Security Testing

Tutorials

TL Security Testing for Test Professionals

Jeff Payne, Coveros, Inc.

Tue, 10/14/2014 - 1:00pm

Today’s software applications are often security critical, making security testing an essential part of a software quality program. Unfortunately, most testers have not been taught how to effectively test the security of the software applications they validate. Join Jeff Payne as he shares what you need to know to integrate effective security testing into your everyday software testing activities. Learn how software vulnerabilities are introduced into code and exploited by hackers. Discover how to define and validate security requirements.

Concurrent Sessions

T18 Testing Application Security: The Hacker Psyche Exposed

Mike Benkovich, Imagine Technologies, Inc.

Thu, 10/16/2014 - 1:30pm

Computer hacking isn’t a new thing, but the threat is real and growing even today. It is always the attacker’s advantage and the defender’s dilemma. How do you keep your secrets safe and your data protected? In today’s ever-changing technology landscape, the fundamentals of producing secure code and systems are more important than ever. Exploring the psyche of hackers, Mike Benkovich exposes how they think, reveals common areas where they find weakness, and identifies novel ways to test your defenses against their threats.

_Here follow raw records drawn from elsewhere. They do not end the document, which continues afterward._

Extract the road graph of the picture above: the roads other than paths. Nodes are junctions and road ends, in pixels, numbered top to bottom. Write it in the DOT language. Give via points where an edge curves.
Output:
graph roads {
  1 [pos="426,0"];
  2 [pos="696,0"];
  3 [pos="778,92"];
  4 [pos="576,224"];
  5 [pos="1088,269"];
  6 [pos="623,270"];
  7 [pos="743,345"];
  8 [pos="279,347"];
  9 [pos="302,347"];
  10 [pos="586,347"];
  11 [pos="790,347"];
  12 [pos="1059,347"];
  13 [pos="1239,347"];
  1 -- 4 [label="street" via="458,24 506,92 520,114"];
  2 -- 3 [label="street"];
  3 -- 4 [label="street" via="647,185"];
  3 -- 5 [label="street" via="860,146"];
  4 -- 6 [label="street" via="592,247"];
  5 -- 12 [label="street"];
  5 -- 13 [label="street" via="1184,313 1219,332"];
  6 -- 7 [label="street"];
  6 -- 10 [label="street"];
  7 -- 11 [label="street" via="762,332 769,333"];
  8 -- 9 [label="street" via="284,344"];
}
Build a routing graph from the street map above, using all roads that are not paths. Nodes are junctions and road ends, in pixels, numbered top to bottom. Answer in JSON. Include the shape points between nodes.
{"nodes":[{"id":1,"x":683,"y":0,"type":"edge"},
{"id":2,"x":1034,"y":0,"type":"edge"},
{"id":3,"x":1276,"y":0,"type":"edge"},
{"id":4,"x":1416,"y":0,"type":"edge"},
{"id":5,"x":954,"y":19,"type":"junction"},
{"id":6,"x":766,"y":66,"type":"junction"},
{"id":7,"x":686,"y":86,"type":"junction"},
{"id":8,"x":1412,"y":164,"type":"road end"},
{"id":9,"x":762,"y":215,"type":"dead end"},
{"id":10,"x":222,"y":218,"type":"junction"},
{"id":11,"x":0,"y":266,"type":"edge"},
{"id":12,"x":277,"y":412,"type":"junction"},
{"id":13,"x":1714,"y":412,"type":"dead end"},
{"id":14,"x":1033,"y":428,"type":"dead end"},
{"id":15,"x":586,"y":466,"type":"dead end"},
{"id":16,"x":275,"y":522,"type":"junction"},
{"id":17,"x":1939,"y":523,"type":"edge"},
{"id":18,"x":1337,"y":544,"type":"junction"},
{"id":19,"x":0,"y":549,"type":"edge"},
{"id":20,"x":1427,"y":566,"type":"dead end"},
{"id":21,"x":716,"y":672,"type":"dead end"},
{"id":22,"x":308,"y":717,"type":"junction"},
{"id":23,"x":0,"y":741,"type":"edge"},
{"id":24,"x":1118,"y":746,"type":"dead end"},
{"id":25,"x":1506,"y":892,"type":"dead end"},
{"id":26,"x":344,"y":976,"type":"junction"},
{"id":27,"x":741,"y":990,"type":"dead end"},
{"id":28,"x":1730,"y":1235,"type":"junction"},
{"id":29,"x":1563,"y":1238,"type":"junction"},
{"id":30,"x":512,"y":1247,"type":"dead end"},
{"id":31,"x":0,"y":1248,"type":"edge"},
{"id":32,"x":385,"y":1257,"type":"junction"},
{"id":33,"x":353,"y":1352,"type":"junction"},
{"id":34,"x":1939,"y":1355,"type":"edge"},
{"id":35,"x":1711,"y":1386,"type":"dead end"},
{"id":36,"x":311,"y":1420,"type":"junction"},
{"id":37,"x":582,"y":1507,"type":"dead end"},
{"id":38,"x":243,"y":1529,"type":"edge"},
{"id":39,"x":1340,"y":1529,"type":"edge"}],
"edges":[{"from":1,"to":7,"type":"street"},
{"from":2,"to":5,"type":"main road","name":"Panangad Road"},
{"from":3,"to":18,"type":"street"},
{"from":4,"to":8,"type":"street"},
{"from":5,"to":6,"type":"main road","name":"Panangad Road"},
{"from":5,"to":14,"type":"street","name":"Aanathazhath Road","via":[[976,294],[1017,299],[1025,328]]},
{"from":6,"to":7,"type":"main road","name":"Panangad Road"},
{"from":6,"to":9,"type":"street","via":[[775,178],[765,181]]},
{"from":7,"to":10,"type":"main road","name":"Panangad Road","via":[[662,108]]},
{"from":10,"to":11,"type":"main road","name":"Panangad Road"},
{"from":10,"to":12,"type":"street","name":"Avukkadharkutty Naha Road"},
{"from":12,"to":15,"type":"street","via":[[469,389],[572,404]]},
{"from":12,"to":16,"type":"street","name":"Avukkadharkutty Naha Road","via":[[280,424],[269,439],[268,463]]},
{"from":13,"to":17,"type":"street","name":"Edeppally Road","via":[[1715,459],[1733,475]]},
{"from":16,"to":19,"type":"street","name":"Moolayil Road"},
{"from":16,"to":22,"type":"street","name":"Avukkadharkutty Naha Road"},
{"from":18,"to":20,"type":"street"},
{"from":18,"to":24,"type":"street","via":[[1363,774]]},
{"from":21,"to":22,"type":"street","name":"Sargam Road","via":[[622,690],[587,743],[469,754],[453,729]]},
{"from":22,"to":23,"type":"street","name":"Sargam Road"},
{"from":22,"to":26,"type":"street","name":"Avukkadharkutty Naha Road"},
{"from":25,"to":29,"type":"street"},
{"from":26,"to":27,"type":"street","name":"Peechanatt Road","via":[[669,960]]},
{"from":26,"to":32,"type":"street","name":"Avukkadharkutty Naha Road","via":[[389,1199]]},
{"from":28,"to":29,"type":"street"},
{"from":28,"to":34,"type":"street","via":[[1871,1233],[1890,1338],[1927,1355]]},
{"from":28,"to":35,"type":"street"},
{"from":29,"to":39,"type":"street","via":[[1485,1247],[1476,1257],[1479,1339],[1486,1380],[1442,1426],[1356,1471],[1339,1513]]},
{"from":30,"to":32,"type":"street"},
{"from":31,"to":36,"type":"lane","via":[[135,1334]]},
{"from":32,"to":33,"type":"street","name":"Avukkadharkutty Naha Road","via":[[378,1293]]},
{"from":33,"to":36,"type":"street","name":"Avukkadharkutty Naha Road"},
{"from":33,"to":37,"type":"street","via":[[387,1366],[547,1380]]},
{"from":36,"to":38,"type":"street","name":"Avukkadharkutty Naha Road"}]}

T24 Testing API Security: A Wizard’s Guide

Ole Lensmar, SmartBear Software

Thu, 10/16/2014 - 3:00pm

As we've seen in recurring events in the past year, web services APIs are a primary target for security attacks—and the consequences can be catastrophic for both API providers and end users. Stolen passwords, leaked credit card numbers, and revealed private messages and photos are just some of the headaches awaiting those who have been compromised. Ole Lensmar puts on his hacker-cloak to show how attackers break systems via web service APIs with fuzzing, session spoofing, injection attacks, cross-site scripting, and other methods.